◆ Problem requirements: Scan the entries below for the word "Dønskiveien". Copy each line that has it.

-*-*-

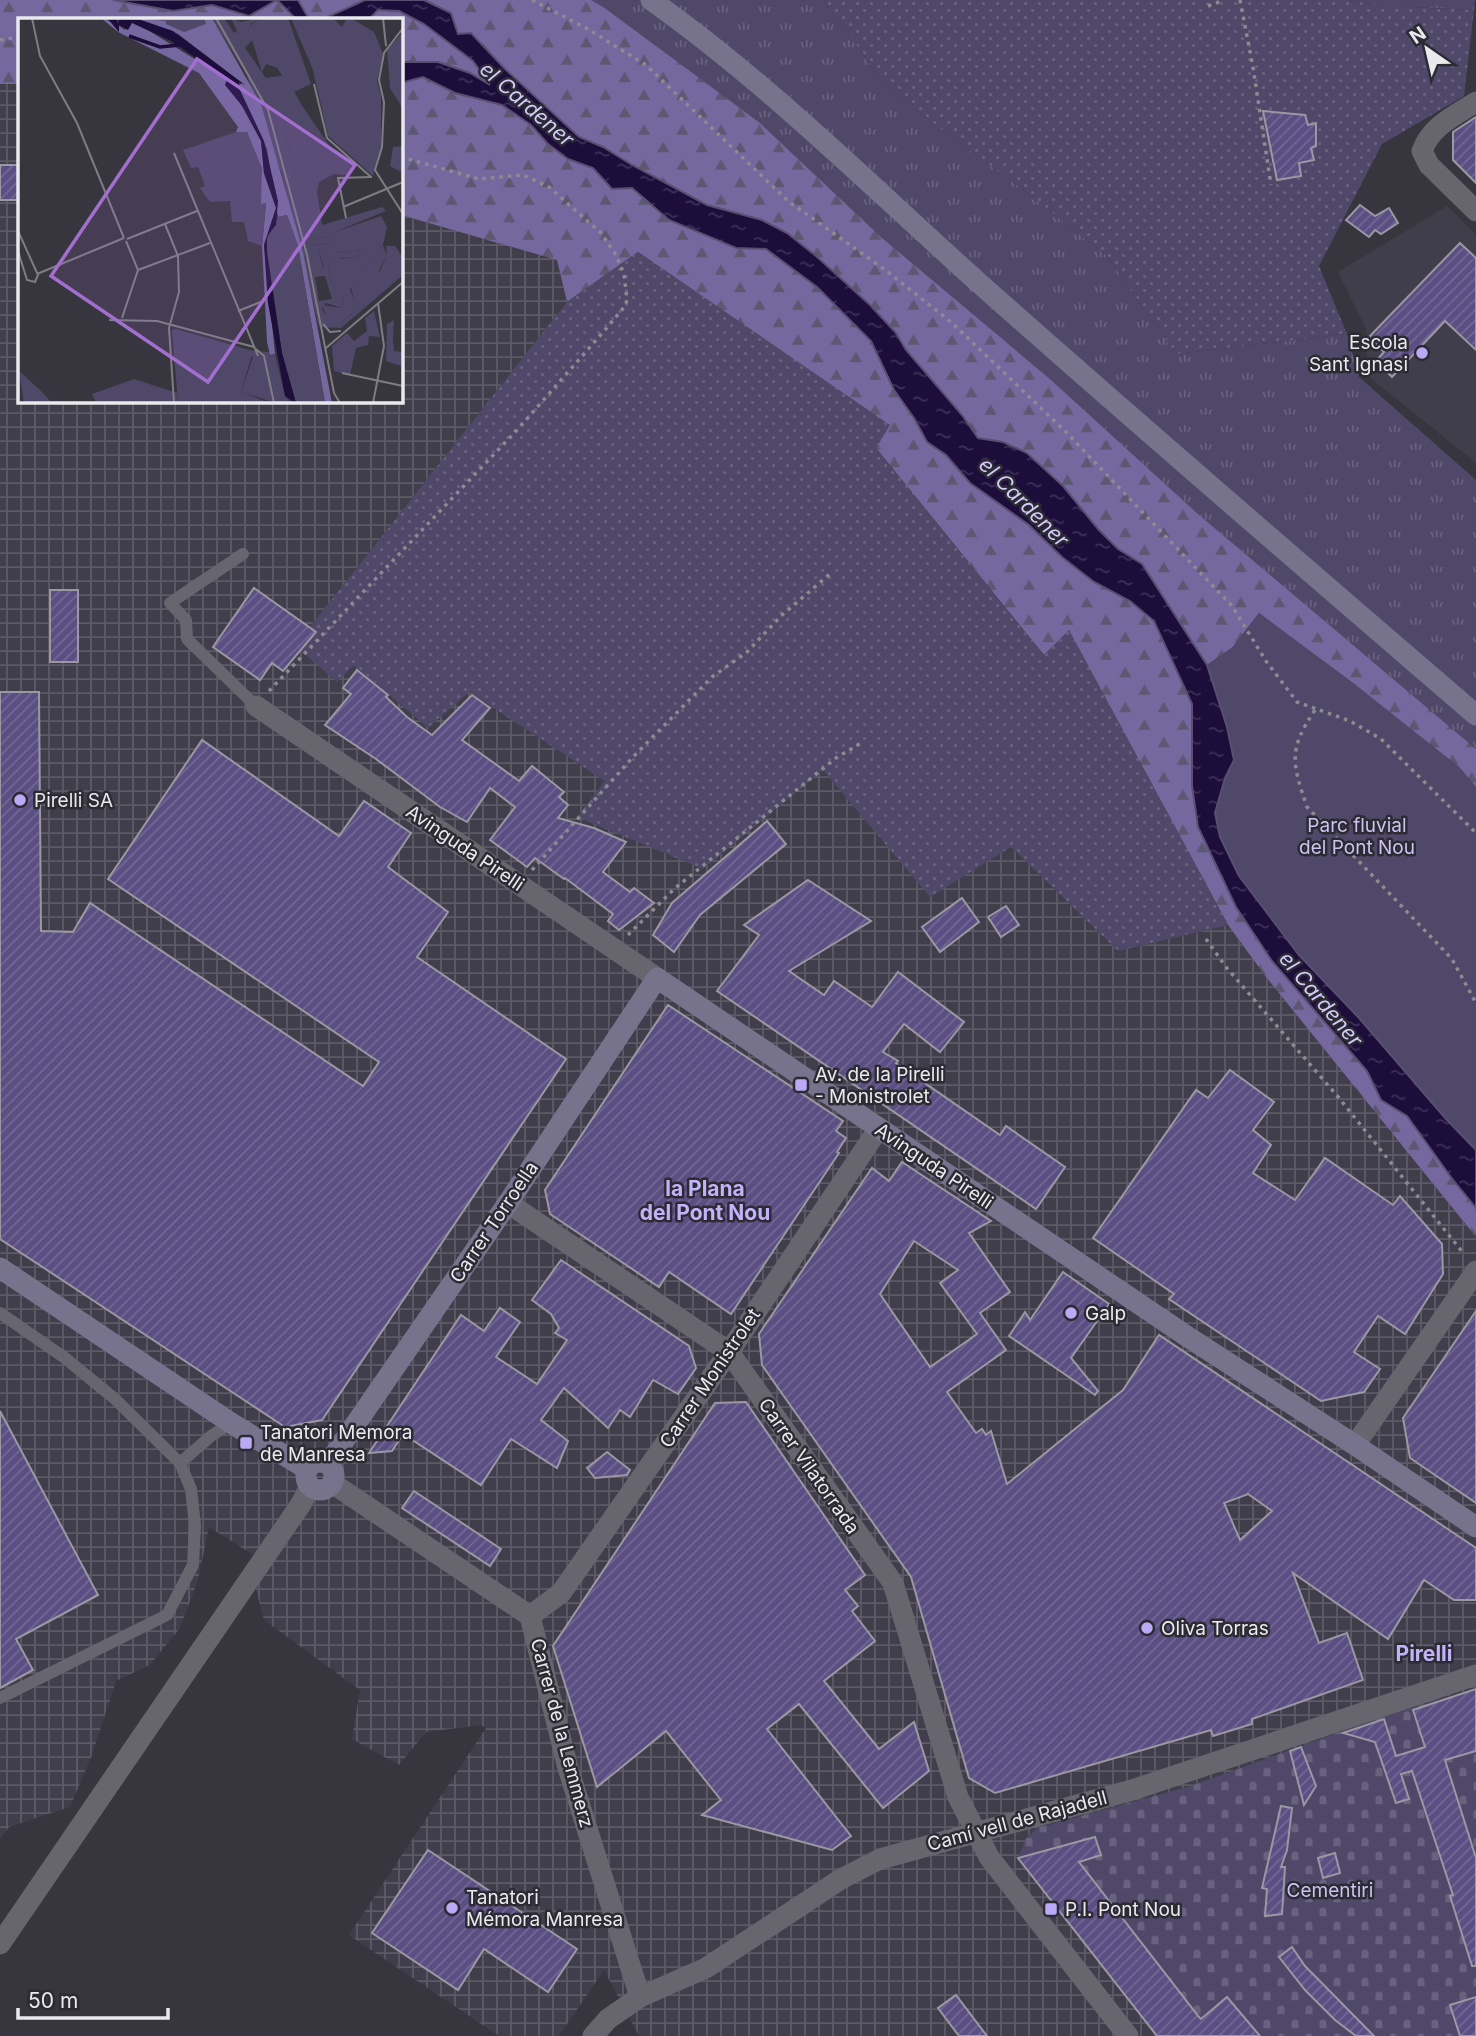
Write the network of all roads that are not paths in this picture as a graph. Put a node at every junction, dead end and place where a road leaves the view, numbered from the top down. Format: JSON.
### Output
{"nodes":[{"id":1,"x":651,"y":0,"type":"edge"},
{"id":2,"x":1476,"y":103,"type":"edge"},
{"id":3,"x":1476,"y":211,"type":"edge"},
{"id":4,"x":243,"y":554,"type":"dead end"},
{"id":5,"x":256,"y":706,"type":"joint"},
{"id":6,"x":1476,"y":715,"type":"edge"},
{"id":7,"x":657,"y":978,"type":"junction"},
{"id":8,"x":878,"y":1128,"type":"junction"},
{"id":9,"x":508,"y":1203,"type":"junction"},
{"id":10,"x":1472,"y":1265,"type":"edge"},
{"id":11,"x":0,"y":1268,"type":"edge"},
{"id":12,"x":0,"y":1313,"type":"edge"},
{"id":13,"x":729,"y":1352,"type":"junction"},
{"id":14,"x":231,"y":1423,"type":"junction"},
{"id":15,"x":1355,"y":1445,"type":"junction"},
{"id":16,"x":180,"y":1463,"type":"junction"},
{"id":17,"x":319,"y":1476,"type":"junction"},
{"id":18,"x":1476,"y":1527,"type":"edge"},
{"id":19,"x":530,"y":1616,"type":"junction"},
{"id":20,"x":1476,"y":1675,"type":"edge"},
{"id":21,"x":0,"y":1698,"type":"edge"},
{"id":22,"x":974,"y":1832,"type":"junction"},
{"id":23,"x":0,"y":1944,"type":"edge"},
{"id":24,"x":640,"y":1997,"type":"junction"},
{"id":25,"x":593,"y":2036,"type":"edge"},
{"id":26,"x":1128,"y":2036,"type":"edge"}],
"edges":[{"from":1,"to":6,"type":"street"},
{"from":2,"to":3,"type":"street"},
{"from":4,"to":5,"type":"lane"},
{"from":5,"to":7,"type":"street","name":"Avinguda Pirelli"},
{"from":7,"to":8,"type":"street","name":"Avinguda Pirelli"},
{"from":7,"to":9,"type":"street","name":"Carrer Torroella"},
{"from":8,"to":13,"type":"street","name":"Carrer Monistrolet"},
{"from":8,"to":15,"type":"street","name":"Avinguda Pirelli"},
{"from":9,"to":13,"type":"street","name":"Carrer Vilatorrada"},
{"from":9,"to":17,"type":"street","name":"Carrer Torroella"},
{"from":10,"to":15,"type":"street"},
{"from":11,"to":14,"type":"street"},
{"from":12,"to":16,"type":"lane"},
{"from":13,"to":19,"type":"street","name":"Carrer Monistrolet"},
{"from":13,"to":22,"type":"street","name":"Carrer Vilatorrada"},
{"from":14,"to":16,"type":"lane"},
{"from":14,"to":17,"type":"street"},
{"from":15,"to":18,"type":"street","name":"Avinguda Pirelli"},
{"from":16,"to":21,"type":"lane"},
{"from":17,"to":19,"type":"street","name":"Carrer de la Lemmerz"},
{"from":17,"to":23,"type":"street"},
{"from":19,"to":24,"type":"street","name":"Carrer de la Lemmerz"},
{"from":20,"to":22,"type":"street","name":"Camí vell de Rajadell"},
{"from":22,"to":24,"type":"street","name":"Camí vell de Rajadell"},
{"from":22,"to":26,"type":"street","name":"Carrer Vilatorrada"},
{"from":24,"to":25,"type":"street","name":"Camí vell de Rajadell"}]}
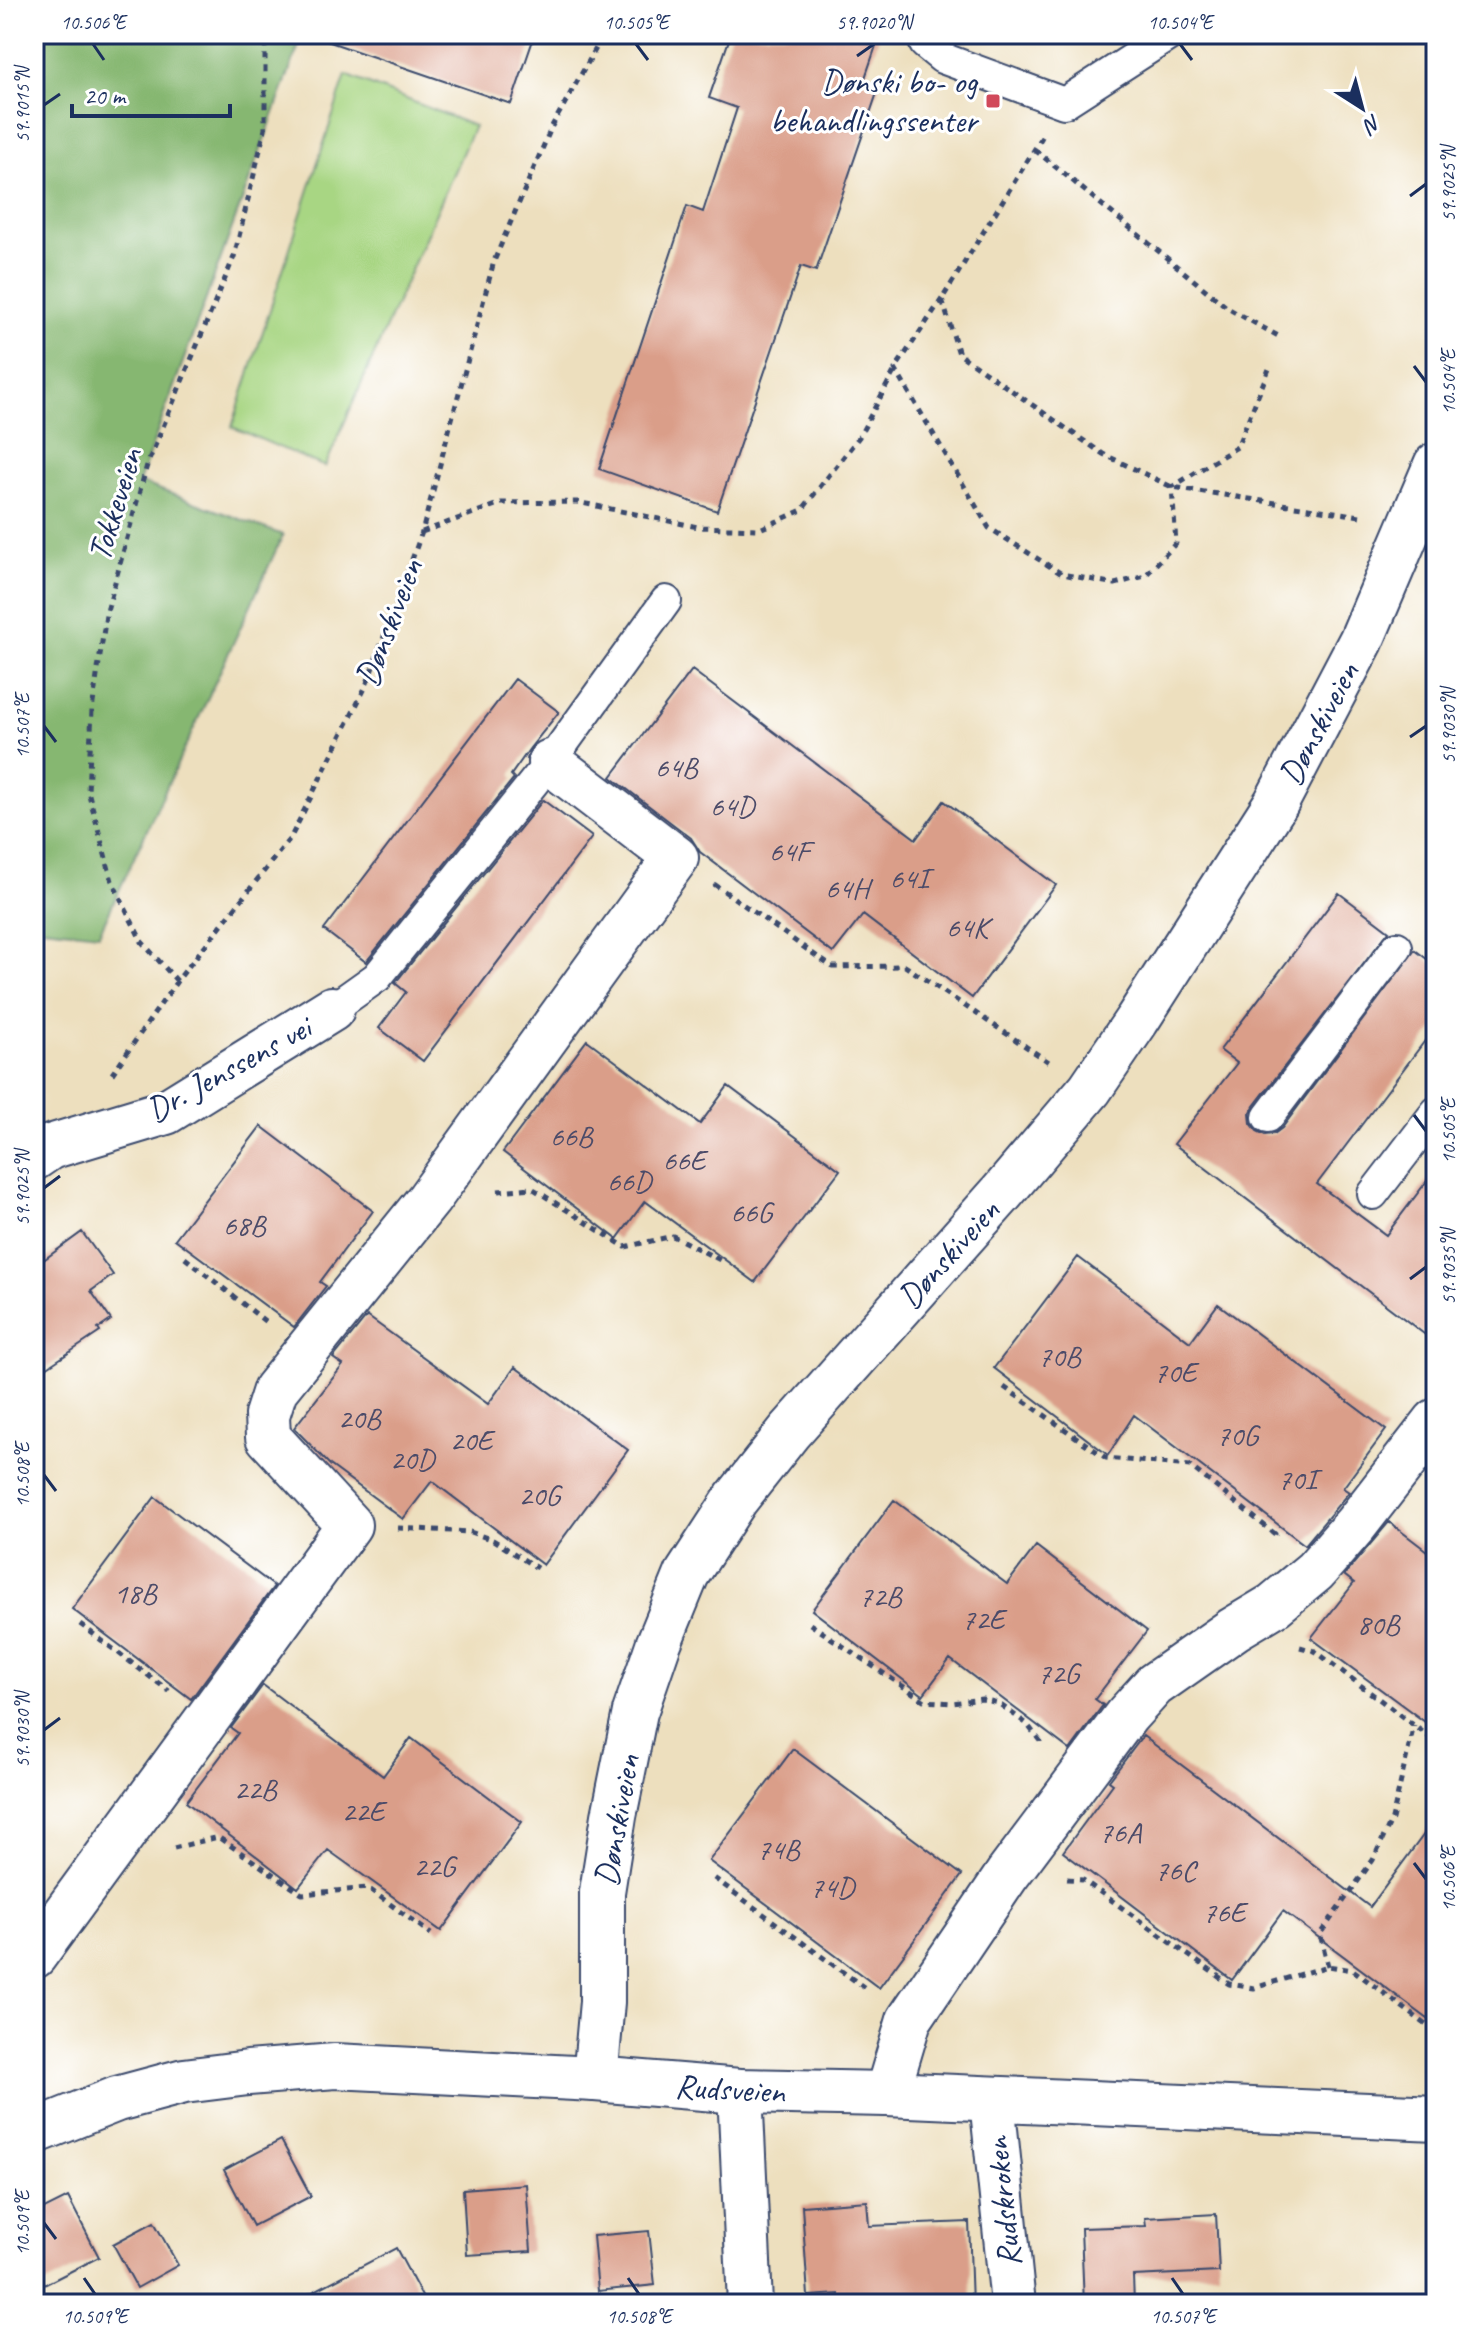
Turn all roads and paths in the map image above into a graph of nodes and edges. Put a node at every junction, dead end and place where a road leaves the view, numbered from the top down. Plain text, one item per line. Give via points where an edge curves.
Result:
1 (265, 34) edge
2 (604, 34) edge
3 (926, 34) edge
4 (1171, 34) edge
5 (1064, 103) junction
6 (1035, 150) junction
7 (942, 299) junction
8 (1280, 337) dead end
9 (895, 369) junction
10 (1269, 369) dead end
11 (1436, 465) edge
12 (1172, 487) junction
13 (1411, 524) junction
14 (422, 532) junction
15 (666, 601) dead end
16 (550, 762) junction
17 (676, 858) junction
18 (1397, 947) dead end
19 (177, 981) junction
20 (332, 1009) joint
21 (104, 1084) dead end
22 (1090, 1089) junction
23 (1436, 1112) edge
24 (1268, 1117) dead end
25 (34, 1158) edge
26 (1373, 1194) dead end
27 (429, 1199) junction
28 (185, 1258) dead end
29 (722, 1261) dead end
30 (305, 1353) junction
31 (1004, 1387) dead end
32 (1436, 1421) edge
33 (349, 1525) junction
34 (537, 1568) dead end
35 (1274, 1605) junction
36 (80, 1624) dead end
37 (810, 1624) dead end
38 (1234, 1629) junction
39 (207, 1720) junction
40 (1414, 1725) junction
41 (1436, 1742) edge
42 (1052, 1815) junction
43 (100, 1868) junction
44 (1007, 1875) junction
45 (714, 1878) dead end
46 (431, 1934) dead end
47 (34, 1956) edge
48 (1328, 1966) junction
49 (909, 2020) junction
50 (1436, 2032) edge
51 (595, 2079) junction
52 (740, 2091) junction
53 (887, 2094) junction
54 (992, 2100) junction
55 (1436, 2118) edge
56 (34, 2132) edge
57 (750, 2304) edge
58 (1013, 2304) edge

1 - 19 path, Tokkeveien via 265,129 234,257 147,465 106,615 92,710 88,791 112,881 142,942
2 - 14 path, Dønskiveien via 552,126 494,261
3 - 5 lane via 925,44 942,58
4 - 5 lane
5 - 6 path
6 - 7 path
6 - 8 path via 1229,309
7 - 9 path
7 - 12 path via 959,354 1103,454
9 - 12 path via 989,528 1062,574 1115,584 1145,576 1176,543
9 - 14 path via 859,437 802,510 760,529 698,527 577,502 501,503
10 - 12 path via 1237,447
11 - 13 street, Dønskiveien
12 - 13 path
13 - 22 street, Dønskiveien via 1361,641 1276,803
14 - 19 path, Dønskiveien via 366,686 291,837
15 - 16 lane
16 - 17 street
16 - 20 lane via 377,977
17 - 22 path via 832,967 905,966
17 - 27 street
18 - 24 lane
19 - 21 path, Dønskiveien
20 - 25 street, Dr. Jenssens vei via 166,1112 50,1147
22 - 51 street, Dønskiveien via 789,1432 687,1574 635,1712 614,1816 602,1892 602,2002
23 - 26 lane
27 - 29 path via 532,1188 625,1247 673,1236
27 - 30 street
28 - 30 path
30 - 33 street via 275,1390 267,1415 268,1437
31 - 35 path via 1106,1458 1190,1466 1263,1524 1275,1534 1263,1576
32 - 35 street via 1315,1571
33 - 34 path via 470,1532
33 - 39 street
35 - 38 street
36 - 39 path
37 - 42 path via 925,1701 982,1699 998,1703 1027,1724 1040,1741 1041,1798
38 - 40 path via 1315,1651
38 - 42 street via 1154,1685
39 - 43 street
40 - 41 path
40 - 48 path via 1392,1819 1373,1860 1320,1934
42 - 44 street
43 - 46 path via 218,1837 302,1894 368,1888
43 - 47 street
44 - 48 path via 1083,1880 1229,1984 1254,1988
44 - 49 street
45 - 49 path
48 - 50 path via 1353,1970
49 - 53 street
51 - 52 street, Rudsveien
51 - 56 street, Rudsveien via 335,2066 248,2073 184,2081 117,2099
52 - 53 street, Rudsveien
52 - 57 street
53 - 54 street, Rudsveien
54 - 55 street, Rudsveien
54 - 58 street, Rudskroken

-*-*-

◆ Exercise output:
2 - 14 path, Dønskiveien via 552,126 494,261
11 - 13 street, Dønskiveien
13 - 22 street, Dønskiveien via 1361,641 1276,803
14 - 19 path, Dønskiveien via 366,686 291,837
19 - 21 path, Dønskiveien
22 - 51 street, Dønskiveien via 789,1432 687,1574 635,1712 614,1816 602,1892 602,2002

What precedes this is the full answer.